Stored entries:
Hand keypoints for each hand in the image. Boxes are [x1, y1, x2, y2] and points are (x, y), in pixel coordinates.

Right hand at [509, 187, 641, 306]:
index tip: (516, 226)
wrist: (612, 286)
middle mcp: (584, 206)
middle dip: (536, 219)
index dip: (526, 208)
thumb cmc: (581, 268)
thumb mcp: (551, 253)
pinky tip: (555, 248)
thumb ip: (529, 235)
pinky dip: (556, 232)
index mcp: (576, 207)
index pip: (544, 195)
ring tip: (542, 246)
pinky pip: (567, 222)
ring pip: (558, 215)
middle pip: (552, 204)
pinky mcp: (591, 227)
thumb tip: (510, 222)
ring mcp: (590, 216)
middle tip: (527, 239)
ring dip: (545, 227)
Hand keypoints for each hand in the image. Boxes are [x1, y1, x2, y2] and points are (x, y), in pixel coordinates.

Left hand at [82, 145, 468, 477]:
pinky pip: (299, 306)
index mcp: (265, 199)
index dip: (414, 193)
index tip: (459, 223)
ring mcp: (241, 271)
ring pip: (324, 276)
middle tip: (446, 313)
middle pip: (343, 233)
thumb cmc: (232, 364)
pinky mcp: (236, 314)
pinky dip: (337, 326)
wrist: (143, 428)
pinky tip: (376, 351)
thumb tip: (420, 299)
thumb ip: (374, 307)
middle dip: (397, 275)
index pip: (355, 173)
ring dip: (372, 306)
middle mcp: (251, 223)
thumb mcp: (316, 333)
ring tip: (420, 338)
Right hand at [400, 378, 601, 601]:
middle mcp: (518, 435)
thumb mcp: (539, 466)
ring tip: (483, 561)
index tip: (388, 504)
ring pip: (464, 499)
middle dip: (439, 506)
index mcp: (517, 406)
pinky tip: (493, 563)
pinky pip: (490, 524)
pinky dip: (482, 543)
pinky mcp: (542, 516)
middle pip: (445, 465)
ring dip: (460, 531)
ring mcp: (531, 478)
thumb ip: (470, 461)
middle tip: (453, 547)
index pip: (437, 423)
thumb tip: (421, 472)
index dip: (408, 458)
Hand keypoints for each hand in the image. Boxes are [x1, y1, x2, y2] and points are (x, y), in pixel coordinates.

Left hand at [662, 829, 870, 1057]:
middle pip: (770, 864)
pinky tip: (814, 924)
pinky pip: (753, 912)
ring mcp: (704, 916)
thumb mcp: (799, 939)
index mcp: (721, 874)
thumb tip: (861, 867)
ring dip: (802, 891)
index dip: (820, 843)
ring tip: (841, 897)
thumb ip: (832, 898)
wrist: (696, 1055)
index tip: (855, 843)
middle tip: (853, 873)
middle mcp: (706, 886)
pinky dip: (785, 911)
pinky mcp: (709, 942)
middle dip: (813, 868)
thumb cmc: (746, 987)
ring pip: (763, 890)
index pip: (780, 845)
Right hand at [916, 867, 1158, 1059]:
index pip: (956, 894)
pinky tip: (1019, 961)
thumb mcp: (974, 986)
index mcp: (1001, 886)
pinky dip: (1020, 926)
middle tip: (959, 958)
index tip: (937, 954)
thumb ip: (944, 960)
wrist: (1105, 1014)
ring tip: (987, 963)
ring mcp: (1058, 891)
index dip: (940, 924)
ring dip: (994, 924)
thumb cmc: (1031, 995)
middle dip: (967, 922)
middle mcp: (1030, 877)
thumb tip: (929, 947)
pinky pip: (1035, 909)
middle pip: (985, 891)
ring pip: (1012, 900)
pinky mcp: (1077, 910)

==

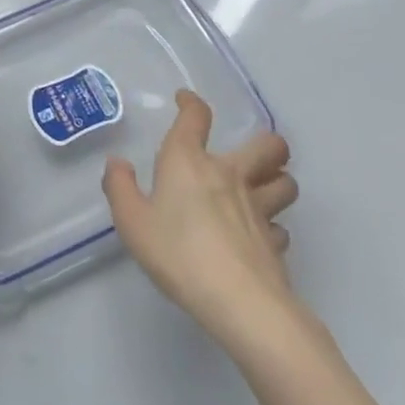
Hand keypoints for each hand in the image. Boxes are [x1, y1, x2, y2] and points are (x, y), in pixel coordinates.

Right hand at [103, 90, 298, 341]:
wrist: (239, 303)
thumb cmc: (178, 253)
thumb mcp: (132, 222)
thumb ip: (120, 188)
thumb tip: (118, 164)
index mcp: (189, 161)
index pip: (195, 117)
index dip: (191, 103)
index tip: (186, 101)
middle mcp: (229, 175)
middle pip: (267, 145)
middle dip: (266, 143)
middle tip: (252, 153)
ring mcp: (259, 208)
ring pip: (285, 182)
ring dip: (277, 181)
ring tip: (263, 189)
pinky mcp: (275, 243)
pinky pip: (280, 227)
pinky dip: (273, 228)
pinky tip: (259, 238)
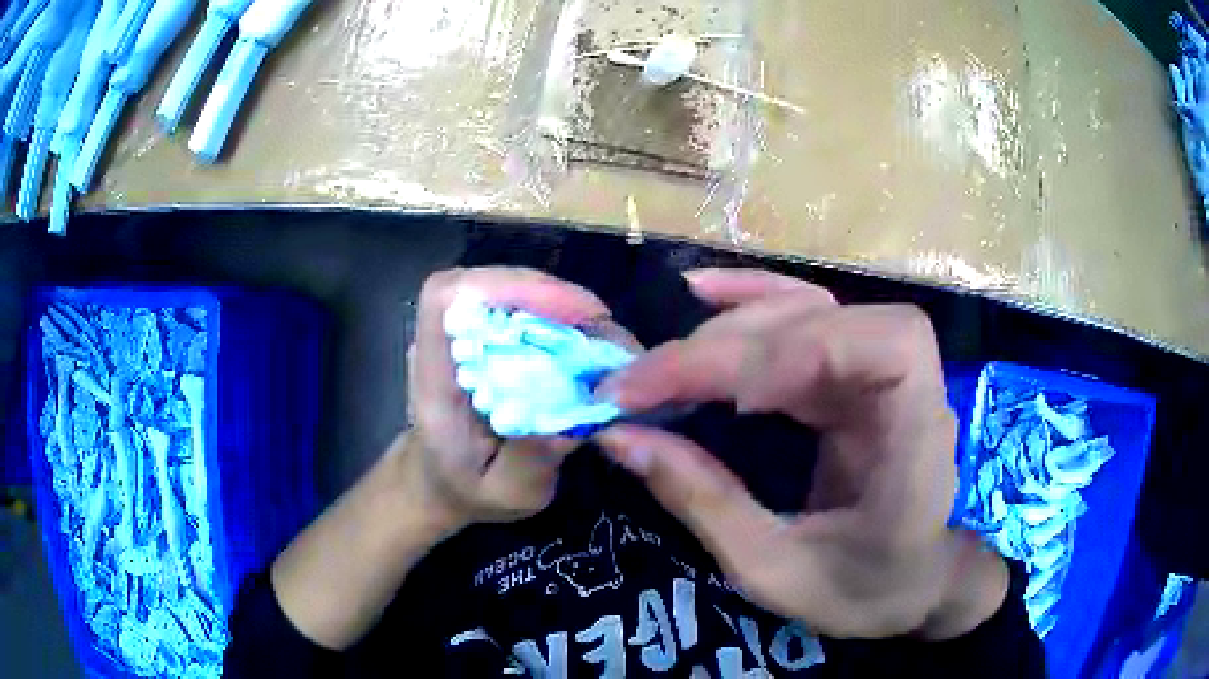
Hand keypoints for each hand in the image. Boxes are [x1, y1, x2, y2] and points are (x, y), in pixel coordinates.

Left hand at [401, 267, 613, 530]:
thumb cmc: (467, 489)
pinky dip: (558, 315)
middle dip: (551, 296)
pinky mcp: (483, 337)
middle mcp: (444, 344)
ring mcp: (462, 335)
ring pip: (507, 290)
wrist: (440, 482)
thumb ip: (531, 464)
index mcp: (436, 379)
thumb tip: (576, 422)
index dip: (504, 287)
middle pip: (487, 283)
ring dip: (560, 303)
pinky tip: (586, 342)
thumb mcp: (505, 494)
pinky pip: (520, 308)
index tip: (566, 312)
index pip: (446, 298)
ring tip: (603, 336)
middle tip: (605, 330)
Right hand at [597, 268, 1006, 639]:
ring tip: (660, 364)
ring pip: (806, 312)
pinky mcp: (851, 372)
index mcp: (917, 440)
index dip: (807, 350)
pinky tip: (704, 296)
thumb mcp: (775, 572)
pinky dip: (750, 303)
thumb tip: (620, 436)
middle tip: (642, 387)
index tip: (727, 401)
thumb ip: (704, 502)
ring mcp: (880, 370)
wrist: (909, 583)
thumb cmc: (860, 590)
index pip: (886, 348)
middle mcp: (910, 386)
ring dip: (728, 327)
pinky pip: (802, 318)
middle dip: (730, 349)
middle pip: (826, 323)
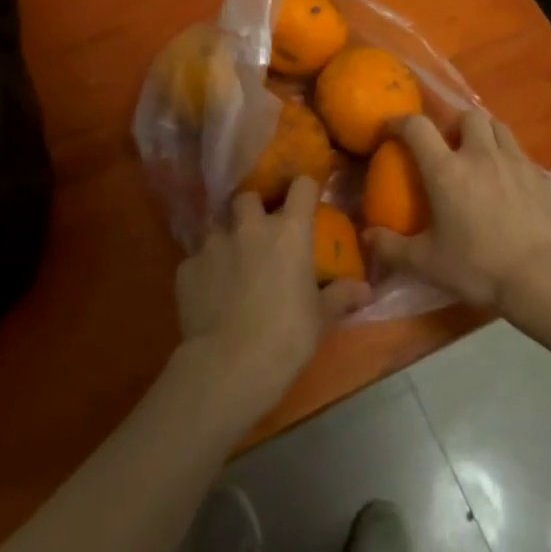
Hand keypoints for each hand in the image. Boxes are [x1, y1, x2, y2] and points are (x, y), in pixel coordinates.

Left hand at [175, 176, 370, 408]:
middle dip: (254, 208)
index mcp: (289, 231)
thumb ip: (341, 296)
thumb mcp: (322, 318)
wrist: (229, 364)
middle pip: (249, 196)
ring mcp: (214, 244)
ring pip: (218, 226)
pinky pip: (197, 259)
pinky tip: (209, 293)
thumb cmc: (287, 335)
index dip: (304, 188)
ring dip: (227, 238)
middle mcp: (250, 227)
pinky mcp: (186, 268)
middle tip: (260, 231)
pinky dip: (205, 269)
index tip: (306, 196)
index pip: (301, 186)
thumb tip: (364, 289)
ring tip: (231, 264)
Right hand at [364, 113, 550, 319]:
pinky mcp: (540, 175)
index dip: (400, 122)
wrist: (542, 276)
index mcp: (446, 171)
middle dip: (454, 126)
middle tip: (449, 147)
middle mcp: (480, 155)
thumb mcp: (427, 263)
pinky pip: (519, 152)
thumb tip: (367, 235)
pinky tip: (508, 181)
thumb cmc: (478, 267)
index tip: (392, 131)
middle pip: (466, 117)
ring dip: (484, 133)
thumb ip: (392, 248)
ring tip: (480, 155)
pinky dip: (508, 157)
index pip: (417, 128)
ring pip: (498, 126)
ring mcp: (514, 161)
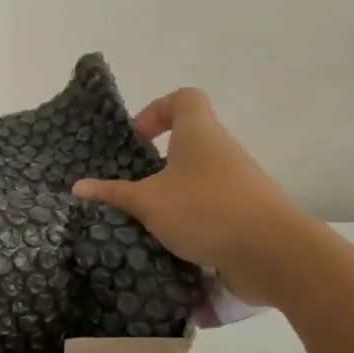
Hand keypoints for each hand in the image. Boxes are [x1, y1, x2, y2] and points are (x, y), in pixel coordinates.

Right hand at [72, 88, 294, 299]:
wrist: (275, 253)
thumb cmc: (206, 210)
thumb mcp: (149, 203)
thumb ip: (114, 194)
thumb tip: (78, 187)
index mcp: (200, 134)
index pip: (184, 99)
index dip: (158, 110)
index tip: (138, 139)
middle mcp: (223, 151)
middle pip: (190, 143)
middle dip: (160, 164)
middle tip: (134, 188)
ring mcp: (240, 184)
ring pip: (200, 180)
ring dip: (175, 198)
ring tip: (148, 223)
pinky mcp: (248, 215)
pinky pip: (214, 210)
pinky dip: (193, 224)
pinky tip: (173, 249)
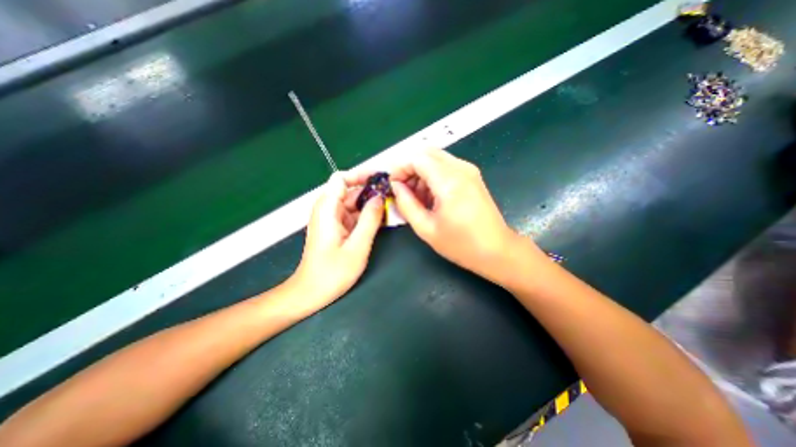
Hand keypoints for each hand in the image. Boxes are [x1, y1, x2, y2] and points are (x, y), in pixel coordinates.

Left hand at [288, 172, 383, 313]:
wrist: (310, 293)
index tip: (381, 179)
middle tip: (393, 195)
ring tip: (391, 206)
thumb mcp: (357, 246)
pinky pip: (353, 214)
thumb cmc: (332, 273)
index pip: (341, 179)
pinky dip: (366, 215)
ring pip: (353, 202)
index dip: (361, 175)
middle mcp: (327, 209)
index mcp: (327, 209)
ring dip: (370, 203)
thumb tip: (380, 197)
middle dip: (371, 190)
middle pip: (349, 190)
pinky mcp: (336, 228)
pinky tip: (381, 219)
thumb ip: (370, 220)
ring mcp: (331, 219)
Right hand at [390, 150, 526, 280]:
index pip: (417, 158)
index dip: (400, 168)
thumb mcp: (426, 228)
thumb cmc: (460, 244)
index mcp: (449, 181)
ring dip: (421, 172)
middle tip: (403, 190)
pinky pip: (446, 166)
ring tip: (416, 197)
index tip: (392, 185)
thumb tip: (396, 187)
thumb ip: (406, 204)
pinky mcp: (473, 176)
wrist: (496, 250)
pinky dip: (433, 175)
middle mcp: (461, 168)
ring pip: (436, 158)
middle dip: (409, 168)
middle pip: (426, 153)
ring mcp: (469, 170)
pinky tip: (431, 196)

Task details => Nothing should appear in the answer except the lines above from the line with "index dip: (807, 350)" through the line with "ring dip: (728, 327)", both included, written out exactly.

Reply =>
index dip: (807, 350)
pinky tip: (704, 296)
thumb mcp: (775, 572)
pinky dip: (750, 303)
thumb tip: (620, 436)
middle tip: (642, 387)
index tip: (727, 401)
thumb ip: (704, 502)
ring mcp: (880, 370)
wrist: (909, 583)
thumb cmc: (860, 590)
index pip: (886, 348)
middle mcp: (910, 386)
ring dip: (728, 327)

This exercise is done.